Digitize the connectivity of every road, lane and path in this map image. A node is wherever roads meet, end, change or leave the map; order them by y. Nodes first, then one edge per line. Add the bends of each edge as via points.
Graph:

━━━━━━━━━━━━━━━━━━━━

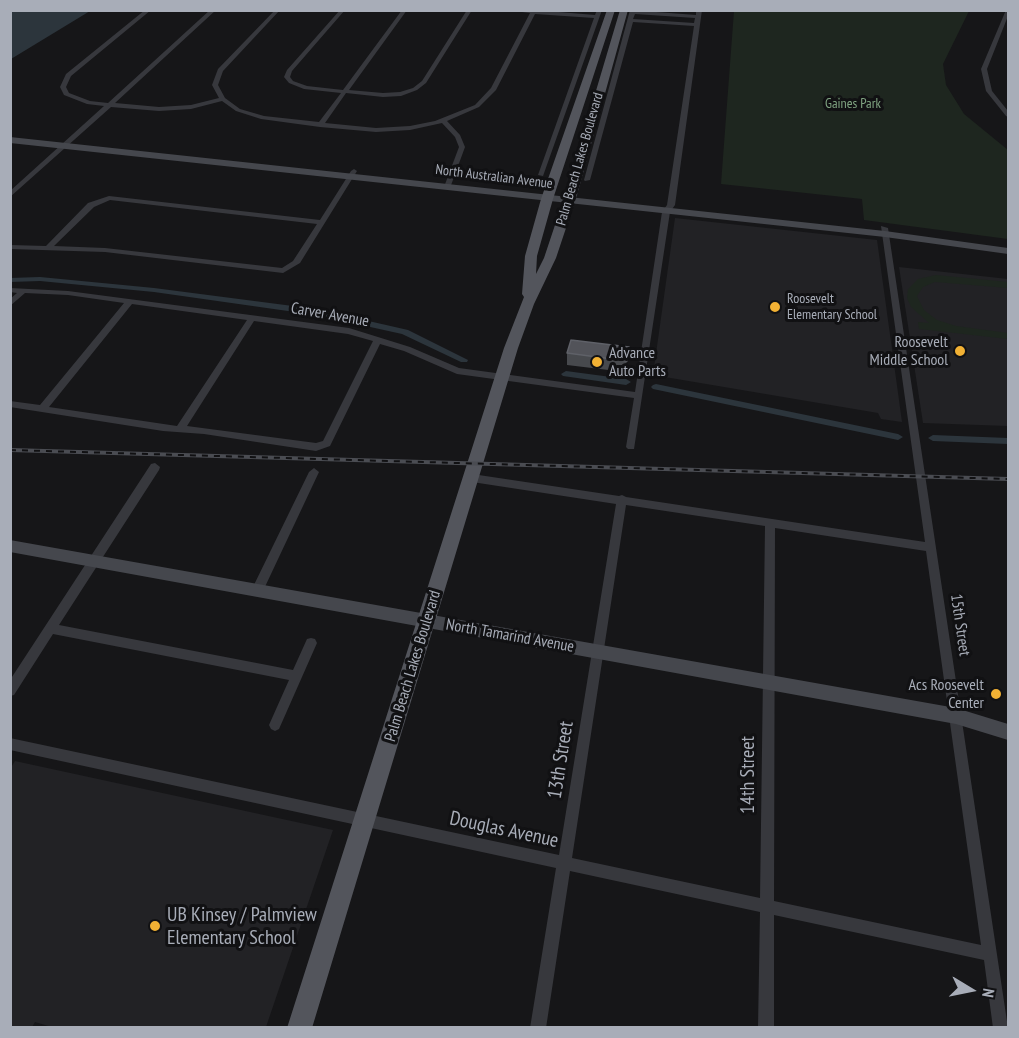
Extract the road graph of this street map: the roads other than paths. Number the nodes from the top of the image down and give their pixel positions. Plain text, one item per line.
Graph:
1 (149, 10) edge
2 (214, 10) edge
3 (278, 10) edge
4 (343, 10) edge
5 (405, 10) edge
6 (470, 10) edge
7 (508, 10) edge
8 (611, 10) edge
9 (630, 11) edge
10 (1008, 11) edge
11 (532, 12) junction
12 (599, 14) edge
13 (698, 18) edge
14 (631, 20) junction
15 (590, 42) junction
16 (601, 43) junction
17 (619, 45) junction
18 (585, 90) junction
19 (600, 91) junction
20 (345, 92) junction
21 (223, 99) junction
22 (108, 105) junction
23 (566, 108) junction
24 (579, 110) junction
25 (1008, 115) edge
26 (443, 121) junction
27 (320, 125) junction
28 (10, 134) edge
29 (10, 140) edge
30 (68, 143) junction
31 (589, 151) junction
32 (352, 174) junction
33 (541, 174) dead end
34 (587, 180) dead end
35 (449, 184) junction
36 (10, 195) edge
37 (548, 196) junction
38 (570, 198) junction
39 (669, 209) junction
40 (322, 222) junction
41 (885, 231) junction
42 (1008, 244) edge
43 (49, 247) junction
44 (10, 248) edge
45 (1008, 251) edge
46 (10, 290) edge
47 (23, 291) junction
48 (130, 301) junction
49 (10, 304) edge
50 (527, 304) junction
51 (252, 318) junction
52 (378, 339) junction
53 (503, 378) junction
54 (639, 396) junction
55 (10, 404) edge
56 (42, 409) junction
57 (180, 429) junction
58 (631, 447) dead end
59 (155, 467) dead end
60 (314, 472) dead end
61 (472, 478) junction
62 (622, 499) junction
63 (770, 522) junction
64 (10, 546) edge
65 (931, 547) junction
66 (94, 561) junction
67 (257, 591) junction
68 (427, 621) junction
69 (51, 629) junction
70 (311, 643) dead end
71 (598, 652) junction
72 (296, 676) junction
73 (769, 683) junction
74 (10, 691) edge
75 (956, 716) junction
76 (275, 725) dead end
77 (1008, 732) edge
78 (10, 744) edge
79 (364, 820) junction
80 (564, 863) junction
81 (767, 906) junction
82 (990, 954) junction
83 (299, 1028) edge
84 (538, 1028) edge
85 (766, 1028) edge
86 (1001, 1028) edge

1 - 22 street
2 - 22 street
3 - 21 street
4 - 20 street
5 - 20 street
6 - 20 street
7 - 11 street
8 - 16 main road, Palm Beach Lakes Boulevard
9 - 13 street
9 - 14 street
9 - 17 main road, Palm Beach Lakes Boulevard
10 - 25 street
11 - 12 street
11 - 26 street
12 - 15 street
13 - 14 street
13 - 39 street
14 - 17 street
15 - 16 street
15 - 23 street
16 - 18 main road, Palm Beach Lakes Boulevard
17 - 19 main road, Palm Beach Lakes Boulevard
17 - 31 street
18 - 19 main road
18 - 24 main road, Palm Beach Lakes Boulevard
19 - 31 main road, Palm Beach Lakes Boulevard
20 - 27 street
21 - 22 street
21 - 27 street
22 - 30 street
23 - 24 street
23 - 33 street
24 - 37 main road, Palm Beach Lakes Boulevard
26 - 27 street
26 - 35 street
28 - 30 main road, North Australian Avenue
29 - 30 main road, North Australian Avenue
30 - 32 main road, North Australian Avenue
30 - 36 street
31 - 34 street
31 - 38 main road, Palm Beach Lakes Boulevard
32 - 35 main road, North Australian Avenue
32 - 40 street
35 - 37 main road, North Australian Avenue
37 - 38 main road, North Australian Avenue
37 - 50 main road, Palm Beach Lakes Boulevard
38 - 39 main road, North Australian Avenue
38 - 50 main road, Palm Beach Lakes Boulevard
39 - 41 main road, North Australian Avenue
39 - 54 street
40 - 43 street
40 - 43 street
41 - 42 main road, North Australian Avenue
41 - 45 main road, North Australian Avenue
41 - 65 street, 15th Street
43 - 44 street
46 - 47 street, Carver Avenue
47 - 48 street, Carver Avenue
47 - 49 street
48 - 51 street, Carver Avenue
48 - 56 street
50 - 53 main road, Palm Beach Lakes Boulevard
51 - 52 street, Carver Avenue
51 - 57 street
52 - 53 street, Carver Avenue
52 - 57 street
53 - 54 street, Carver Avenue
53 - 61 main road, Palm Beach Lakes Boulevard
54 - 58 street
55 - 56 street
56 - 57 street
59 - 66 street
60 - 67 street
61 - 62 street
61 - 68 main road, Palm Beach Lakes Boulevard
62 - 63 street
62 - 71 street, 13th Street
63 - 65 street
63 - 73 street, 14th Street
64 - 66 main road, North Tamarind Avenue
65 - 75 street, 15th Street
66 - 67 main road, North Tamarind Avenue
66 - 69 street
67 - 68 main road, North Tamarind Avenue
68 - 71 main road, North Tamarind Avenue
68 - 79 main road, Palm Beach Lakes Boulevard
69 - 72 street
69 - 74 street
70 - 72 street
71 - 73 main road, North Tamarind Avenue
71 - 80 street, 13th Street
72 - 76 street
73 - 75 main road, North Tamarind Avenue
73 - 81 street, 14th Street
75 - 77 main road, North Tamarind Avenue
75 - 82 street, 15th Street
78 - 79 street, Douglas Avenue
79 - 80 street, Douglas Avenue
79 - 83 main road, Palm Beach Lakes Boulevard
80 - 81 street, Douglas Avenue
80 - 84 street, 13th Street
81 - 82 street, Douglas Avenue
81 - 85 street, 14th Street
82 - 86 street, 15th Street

━━━━━━━━━━━━━━━━━━━━

EXERCISE INSTRUCTIONS - Go over the listing above and return each line with "roads".

EXPECTED ANSWER -
Digitize the connectivity of every road, lane and path in this map image. A node is wherever roads meet, end, change or leave the map; order them by y. Nodes first, then one edge per line. Add the bends of each edge as via points.
Extract the road graph of this street map: the roads other than paths. Number the nodes from the top of the image down and give their pixel positions. Plain text, one item per line.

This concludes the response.